— Extracted data —
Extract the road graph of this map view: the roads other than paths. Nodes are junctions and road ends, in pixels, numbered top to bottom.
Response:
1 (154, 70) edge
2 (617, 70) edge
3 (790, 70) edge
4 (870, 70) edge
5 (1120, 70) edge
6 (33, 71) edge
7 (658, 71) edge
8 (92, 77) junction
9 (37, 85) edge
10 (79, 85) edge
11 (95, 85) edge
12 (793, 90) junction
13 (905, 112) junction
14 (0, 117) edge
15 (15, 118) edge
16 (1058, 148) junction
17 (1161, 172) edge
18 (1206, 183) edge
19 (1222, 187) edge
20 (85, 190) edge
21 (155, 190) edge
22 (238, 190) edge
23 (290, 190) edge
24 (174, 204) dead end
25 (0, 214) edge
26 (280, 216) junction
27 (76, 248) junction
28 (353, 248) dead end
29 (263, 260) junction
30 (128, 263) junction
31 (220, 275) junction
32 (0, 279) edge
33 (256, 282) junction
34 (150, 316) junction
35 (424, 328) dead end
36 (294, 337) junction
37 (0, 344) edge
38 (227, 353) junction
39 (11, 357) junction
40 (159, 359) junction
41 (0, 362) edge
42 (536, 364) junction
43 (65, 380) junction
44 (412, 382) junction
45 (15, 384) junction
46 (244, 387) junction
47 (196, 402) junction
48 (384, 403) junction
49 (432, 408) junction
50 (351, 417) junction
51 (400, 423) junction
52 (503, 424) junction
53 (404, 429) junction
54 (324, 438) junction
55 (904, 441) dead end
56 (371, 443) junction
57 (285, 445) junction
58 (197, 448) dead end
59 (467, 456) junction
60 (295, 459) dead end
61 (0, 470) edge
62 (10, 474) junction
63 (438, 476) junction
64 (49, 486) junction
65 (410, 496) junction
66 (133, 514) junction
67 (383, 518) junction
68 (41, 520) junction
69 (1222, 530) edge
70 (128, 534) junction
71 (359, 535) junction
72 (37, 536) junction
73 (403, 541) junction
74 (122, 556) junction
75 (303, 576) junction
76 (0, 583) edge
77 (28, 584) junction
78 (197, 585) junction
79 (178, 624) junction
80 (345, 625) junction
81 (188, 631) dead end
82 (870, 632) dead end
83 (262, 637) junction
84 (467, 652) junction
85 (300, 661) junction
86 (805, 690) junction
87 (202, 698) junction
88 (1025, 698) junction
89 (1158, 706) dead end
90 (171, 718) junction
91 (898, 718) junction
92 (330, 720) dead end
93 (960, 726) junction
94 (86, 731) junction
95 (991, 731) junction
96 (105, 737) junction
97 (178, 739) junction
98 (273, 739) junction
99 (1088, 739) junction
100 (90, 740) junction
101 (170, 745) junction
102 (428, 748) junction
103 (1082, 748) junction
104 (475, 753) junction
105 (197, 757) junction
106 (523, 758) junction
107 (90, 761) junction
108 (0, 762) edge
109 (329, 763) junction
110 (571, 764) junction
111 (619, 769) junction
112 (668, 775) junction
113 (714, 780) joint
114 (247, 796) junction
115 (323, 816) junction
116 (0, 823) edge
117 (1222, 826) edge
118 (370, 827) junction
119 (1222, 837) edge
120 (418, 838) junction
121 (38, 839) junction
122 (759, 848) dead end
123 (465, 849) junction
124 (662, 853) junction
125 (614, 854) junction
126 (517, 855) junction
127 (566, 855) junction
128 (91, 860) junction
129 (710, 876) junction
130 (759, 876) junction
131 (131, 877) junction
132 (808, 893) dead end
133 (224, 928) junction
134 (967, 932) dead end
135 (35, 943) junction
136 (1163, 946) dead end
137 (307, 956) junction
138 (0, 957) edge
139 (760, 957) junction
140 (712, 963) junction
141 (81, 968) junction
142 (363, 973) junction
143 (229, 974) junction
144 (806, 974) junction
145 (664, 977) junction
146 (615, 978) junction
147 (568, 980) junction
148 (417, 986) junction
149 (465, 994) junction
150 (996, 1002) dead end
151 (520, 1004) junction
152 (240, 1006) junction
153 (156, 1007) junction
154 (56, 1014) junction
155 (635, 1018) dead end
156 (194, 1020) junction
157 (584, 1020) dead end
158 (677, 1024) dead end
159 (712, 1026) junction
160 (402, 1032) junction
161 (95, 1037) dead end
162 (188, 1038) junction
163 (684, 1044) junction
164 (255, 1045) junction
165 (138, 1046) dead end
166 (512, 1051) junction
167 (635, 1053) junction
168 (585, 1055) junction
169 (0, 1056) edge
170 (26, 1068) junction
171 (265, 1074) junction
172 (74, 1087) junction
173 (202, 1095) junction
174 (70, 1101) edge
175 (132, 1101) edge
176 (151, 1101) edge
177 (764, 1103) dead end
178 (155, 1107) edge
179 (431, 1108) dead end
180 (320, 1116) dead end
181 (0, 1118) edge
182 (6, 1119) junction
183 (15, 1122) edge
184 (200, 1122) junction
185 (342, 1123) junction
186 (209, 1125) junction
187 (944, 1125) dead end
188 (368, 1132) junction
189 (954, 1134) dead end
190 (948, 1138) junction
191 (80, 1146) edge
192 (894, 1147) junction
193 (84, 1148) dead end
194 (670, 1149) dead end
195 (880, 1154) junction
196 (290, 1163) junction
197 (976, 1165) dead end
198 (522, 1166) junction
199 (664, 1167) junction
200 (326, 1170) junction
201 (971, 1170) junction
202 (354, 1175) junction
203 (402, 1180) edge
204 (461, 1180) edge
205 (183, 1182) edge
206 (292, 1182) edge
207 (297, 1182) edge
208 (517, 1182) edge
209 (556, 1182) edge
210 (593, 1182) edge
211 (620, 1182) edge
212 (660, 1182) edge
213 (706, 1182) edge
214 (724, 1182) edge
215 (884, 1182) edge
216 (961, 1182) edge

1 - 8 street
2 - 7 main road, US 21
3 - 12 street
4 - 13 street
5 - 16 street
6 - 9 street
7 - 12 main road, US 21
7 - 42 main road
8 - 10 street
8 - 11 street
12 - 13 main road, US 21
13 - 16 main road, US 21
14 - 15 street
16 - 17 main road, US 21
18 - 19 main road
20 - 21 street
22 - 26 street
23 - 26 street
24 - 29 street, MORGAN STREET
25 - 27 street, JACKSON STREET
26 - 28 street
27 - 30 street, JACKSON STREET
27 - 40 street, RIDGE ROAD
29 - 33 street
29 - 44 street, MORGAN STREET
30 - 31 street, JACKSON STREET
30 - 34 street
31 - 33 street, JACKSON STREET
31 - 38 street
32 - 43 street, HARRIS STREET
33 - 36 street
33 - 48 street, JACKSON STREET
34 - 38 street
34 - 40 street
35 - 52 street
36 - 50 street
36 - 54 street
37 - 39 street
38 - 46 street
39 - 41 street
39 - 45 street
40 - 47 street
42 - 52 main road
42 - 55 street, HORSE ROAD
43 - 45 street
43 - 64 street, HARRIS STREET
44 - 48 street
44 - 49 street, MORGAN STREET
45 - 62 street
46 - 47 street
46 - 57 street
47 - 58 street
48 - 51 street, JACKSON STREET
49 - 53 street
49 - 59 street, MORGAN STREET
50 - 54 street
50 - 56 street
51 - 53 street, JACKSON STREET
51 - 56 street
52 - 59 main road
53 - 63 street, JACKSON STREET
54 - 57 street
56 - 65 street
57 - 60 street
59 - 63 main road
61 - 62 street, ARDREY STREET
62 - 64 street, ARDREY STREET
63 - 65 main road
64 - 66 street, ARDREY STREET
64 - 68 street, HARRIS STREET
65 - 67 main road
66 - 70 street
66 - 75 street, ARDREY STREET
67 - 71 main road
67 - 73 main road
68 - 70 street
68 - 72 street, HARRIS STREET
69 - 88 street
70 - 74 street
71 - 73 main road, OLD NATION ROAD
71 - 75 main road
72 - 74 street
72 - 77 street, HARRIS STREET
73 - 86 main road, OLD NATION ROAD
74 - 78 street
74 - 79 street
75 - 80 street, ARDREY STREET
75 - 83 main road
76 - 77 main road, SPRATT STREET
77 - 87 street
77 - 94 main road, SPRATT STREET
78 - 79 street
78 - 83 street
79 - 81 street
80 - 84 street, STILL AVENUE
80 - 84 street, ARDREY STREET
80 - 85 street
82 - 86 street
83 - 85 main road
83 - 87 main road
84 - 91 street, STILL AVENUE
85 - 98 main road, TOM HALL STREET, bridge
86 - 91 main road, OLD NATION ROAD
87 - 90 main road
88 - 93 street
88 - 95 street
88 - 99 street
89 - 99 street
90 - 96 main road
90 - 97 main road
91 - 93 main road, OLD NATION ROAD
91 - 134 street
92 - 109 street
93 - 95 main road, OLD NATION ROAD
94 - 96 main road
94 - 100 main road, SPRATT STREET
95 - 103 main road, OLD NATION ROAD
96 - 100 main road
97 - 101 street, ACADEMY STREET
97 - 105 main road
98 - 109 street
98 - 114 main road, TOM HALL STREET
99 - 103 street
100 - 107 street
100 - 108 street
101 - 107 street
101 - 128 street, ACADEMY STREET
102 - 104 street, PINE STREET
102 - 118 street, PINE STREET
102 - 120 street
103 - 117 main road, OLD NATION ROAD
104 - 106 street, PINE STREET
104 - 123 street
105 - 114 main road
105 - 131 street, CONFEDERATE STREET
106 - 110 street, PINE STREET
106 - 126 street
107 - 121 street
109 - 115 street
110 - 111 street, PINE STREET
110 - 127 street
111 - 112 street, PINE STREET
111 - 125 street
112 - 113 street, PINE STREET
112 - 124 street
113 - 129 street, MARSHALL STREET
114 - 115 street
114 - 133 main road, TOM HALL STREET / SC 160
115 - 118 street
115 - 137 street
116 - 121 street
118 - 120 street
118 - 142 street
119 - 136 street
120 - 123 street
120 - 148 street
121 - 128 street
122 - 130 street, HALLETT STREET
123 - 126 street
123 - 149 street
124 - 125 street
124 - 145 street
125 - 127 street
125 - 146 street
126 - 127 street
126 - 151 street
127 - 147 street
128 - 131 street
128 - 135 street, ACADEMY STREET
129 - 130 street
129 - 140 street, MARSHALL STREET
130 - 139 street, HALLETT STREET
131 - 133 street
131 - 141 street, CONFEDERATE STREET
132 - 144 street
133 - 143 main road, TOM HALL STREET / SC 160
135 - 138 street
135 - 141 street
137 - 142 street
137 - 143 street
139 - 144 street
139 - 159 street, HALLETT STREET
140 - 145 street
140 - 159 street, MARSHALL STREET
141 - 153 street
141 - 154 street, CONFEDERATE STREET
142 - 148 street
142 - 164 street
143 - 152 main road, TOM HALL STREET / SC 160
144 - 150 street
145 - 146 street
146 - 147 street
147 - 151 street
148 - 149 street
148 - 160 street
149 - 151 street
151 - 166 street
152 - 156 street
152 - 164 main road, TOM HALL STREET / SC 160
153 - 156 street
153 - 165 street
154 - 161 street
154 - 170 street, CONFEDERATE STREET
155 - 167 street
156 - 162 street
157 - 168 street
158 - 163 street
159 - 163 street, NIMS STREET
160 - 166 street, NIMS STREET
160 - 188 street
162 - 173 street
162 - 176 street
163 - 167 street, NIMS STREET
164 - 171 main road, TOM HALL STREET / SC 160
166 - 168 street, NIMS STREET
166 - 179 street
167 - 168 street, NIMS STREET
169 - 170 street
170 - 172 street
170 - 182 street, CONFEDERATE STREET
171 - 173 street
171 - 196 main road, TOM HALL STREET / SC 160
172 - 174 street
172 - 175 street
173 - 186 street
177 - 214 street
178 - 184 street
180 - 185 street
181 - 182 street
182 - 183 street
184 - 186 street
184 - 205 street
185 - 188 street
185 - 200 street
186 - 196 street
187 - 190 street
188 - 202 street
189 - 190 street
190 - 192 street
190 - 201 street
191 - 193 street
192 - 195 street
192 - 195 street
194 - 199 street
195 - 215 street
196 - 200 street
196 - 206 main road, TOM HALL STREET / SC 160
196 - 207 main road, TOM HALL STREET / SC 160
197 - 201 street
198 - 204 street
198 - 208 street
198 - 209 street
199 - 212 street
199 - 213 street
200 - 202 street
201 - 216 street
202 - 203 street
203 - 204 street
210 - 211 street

— Directions —
The word "HARRIS" appears in some of the lines above. Copy those lines.

— Answer section —
32 - 43 street, HARRIS STREET
43 - 64 street, HARRIS STREET
64 - 68 street, HARRIS STREET
68 - 72 street, HARRIS STREET
72 - 77 street, HARRIS STREET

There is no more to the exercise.